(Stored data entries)
%%

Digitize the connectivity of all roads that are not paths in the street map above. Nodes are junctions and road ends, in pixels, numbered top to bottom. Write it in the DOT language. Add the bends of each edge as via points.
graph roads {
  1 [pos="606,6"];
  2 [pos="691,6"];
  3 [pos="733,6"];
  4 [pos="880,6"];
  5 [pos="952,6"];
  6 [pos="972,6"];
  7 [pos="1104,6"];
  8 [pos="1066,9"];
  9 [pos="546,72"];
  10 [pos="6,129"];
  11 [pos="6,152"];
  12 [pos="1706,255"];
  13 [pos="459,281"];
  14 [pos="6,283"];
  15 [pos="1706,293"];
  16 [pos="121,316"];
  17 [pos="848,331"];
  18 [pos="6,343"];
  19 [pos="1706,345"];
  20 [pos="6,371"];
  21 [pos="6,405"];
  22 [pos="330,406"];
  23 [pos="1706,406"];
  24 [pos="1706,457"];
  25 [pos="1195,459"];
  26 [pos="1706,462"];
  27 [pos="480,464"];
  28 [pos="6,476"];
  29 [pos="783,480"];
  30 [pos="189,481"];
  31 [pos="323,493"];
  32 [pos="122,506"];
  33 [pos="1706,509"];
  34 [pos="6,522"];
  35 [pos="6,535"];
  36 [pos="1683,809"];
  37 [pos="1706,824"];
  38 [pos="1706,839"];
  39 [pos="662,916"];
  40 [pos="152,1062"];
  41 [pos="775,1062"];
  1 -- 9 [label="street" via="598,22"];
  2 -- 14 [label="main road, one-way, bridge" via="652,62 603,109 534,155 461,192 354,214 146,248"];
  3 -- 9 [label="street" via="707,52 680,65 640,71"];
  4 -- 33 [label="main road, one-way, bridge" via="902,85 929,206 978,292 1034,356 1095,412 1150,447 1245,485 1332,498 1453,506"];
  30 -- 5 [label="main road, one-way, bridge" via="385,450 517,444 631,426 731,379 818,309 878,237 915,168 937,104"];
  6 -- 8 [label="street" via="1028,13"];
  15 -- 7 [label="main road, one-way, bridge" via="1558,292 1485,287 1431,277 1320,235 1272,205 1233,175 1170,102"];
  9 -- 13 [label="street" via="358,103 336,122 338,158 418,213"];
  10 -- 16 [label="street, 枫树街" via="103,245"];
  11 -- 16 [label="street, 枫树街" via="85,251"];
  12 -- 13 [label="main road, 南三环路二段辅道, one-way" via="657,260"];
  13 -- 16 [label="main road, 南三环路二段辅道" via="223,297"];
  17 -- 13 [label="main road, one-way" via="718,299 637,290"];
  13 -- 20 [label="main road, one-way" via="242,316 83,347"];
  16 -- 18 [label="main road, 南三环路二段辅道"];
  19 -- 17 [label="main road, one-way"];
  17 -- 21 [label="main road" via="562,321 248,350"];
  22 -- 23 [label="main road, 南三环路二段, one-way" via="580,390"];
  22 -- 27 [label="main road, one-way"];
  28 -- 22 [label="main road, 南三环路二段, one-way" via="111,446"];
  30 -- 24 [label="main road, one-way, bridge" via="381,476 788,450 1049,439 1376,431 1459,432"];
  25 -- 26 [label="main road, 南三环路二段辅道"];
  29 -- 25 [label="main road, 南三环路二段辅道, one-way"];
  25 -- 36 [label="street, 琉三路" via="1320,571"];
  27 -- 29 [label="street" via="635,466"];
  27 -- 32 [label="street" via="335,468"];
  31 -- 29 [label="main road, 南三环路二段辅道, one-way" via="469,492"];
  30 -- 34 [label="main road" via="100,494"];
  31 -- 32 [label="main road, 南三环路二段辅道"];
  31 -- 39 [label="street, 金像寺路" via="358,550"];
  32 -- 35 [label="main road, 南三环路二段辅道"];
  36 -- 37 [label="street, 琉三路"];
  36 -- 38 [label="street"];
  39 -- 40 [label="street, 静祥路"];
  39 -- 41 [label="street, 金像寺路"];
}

%%

Each line in the data that has the word "南三环路二段辅道" counts once; state how many such lines there are, without comment.

8